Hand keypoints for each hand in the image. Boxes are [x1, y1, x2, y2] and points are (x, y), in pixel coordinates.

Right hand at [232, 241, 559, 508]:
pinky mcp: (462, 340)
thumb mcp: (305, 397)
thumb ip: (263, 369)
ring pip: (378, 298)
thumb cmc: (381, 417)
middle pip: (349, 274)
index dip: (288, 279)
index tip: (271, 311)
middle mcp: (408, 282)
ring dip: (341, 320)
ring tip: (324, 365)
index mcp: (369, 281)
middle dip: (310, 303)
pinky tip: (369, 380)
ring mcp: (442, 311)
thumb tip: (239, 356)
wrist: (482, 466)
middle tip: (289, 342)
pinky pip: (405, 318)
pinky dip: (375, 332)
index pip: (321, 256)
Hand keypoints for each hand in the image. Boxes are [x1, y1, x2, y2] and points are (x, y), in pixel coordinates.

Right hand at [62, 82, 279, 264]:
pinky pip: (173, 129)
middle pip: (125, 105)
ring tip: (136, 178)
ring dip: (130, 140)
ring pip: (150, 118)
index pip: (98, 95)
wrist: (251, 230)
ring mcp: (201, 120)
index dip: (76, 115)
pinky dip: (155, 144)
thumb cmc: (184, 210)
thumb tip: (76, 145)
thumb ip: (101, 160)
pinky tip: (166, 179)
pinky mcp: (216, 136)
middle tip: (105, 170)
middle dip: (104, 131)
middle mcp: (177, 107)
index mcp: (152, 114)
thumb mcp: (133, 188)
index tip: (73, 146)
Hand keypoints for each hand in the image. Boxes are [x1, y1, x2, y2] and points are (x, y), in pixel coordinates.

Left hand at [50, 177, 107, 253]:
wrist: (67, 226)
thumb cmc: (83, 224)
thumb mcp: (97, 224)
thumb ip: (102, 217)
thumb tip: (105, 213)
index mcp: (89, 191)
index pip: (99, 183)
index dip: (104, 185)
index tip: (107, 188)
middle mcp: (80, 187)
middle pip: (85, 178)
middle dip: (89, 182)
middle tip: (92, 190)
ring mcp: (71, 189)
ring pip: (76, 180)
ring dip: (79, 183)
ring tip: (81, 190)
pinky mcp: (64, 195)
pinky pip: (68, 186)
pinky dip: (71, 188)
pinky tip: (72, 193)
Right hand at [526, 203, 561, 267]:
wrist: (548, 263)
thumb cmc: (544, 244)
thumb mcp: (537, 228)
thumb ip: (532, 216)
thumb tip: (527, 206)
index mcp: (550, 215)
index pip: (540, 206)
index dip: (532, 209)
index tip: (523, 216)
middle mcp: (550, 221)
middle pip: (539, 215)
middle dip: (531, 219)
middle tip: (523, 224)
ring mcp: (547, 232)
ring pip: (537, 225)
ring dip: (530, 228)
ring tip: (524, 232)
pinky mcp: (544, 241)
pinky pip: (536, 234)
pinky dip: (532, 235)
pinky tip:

*Aim of the exercise*
Retype all of the records above, keeping them identical.

*Output for this task*
Hand keypoints for each hand in the image. Boxes are [x1, y1, x2, y2] and points are (x, y), in pixel coordinates.

Right hand at [232, 241, 559, 508]:
pinky mcp: (462, 340)
thumb mcp: (305, 397)
thumb ip: (263, 369)
ring pip: (378, 298)
thumb cmc: (381, 417)
middle pip: (349, 274)
index dip: (288, 279)
index tip: (271, 311)
middle mcp: (408, 282)
ring dip: (341, 320)
ring tip: (324, 365)
index mcp: (369, 281)
middle dip: (310, 303)
pinky tip: (369, 380)
ring mcp: (442, 311)
thumb tip: (239, 356)
wrist: (482, 466)
middle tip: (289, 342)
pinky pip: (405, 318)
pinky dip: (375, 332)
index pip: (321, 256)
Hand keypoints for each hand in the image. Boxes are [x1, y1, x2, y2] and points are (x, y), in pixel coordinates.

Right hand at [62, 82, 279, 264]:
pinky pip: (173, 129)
middle pip: (125, 105)
ring tip: (136, 178)
ring dip: (130, 140)
ring pip: (150, 118)
index pip: (98, 95)
wrist: (251, 230)
ring mcp: (201, 120)
index dip: (76, 115)
pinky dip: (155, 144)
thumb cmc: (184, 210)
thumb tip: (76, 145)
thumb ip: (101, 160)
pinky tip: (166, 179)
pinky mcp: (216, 136)
middle tip: (105, 170)
middle dip: (104, 131)
middle mcp: (177, 107)
index mcp: (152, 114)
thumb mcp: (133, 188)
index tip: (73, 146)
Hand keypoints for each hand in the image. Boxes are [x1, y1, x2, y2] and points are (x, y), in pixel coordinates.

Left hand at [50, 177, 107, 253]:
wrist: (67, 226)
thumb cmc: (83, 224)
thumb mcp: (97, 224)
thumb ip: (102, 217)
thumb tip: (105, 213)
index mcp: (89, 191)
index pip: (99, 183)
index dip: (104, 185)
index tip: (107, 188)
middle mcp: (80, 187)
middle pip: (85, 178)
middle dip: (89, 182)
middle tip: (92, 190)
ring mcp: (71, 189)
ring pip: (76, 180)
ring dip: (79, 183)
ring tip: (81, 190)
pinky mcp: (64, 195)
pinky pip: (68, 186)
pinky dip: (71, 188)
pinky tip: (72, 193)
Right hand at [526, 203, 561, 267]:
wrist: (548, 263)
thumb cmc: (544, 244)
thumb mcp: (537, 228)
thumb ip: (532, 216)
thumb tip: (527, 206)
index mcp: (550, 215)
index pip: (540, 206)
index dip: (532, 209)
index tip: (523, 216)
middle mcp: (550, 221)
middle pip: (539, 215)
middle dip: (531, 219)
middle tip: (523, 224)
ring mcp: (547, 232)
ring pip: (537, 225)
ring dip: (530, 228)
ring tip: (524, 232)
pinky mcp: (544, 241)
pinky pip: (536, 234)
pinky dip: (532, 235)
pinky tip:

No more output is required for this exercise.